### What you will do
For the entries that follow, state how many lines include the word "pinky", giving the number and nothing else.

Human keypoint data:
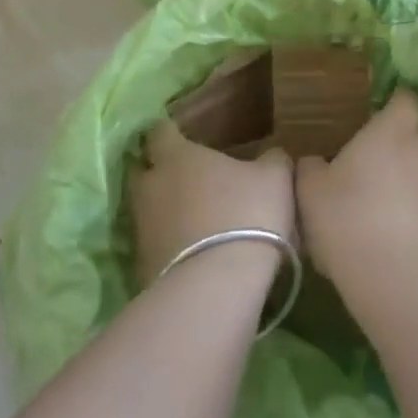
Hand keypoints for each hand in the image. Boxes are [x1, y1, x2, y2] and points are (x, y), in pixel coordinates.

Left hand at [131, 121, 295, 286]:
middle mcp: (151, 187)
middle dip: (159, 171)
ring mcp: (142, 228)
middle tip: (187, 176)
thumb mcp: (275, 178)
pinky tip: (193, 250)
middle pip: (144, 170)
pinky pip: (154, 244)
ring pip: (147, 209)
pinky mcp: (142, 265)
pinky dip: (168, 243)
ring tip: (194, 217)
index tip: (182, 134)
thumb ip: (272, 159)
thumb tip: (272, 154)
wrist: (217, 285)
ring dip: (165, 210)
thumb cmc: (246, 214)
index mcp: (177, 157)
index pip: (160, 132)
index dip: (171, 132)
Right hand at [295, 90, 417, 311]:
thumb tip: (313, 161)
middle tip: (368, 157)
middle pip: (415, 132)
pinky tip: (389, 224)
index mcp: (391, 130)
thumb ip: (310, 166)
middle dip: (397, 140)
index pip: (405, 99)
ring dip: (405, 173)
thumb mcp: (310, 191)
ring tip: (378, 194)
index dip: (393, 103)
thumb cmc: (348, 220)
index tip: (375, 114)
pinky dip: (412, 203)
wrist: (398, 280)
--
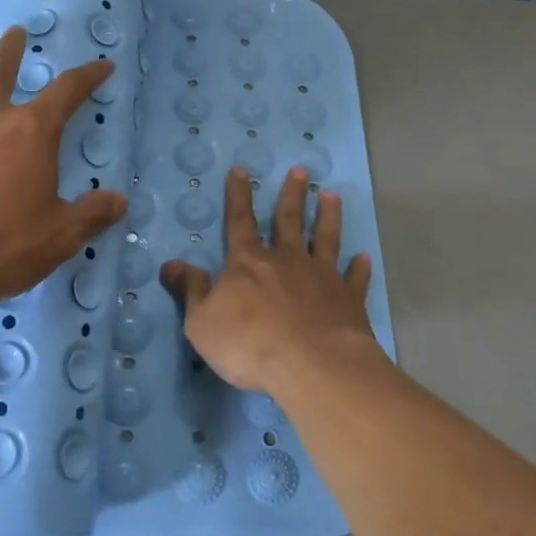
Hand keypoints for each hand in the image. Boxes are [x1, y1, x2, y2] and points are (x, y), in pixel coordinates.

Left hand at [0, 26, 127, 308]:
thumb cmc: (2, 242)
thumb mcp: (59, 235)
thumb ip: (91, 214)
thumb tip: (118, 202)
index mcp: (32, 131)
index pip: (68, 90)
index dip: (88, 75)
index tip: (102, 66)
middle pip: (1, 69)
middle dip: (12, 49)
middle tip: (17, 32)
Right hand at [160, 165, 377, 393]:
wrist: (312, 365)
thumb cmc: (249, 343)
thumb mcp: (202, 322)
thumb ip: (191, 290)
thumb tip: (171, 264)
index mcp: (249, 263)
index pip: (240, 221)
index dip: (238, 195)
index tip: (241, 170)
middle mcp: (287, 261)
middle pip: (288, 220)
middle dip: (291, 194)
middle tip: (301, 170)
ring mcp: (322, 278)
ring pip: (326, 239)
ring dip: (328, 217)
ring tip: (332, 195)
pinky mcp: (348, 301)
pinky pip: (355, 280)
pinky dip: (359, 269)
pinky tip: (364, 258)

### Answer for this exercise
10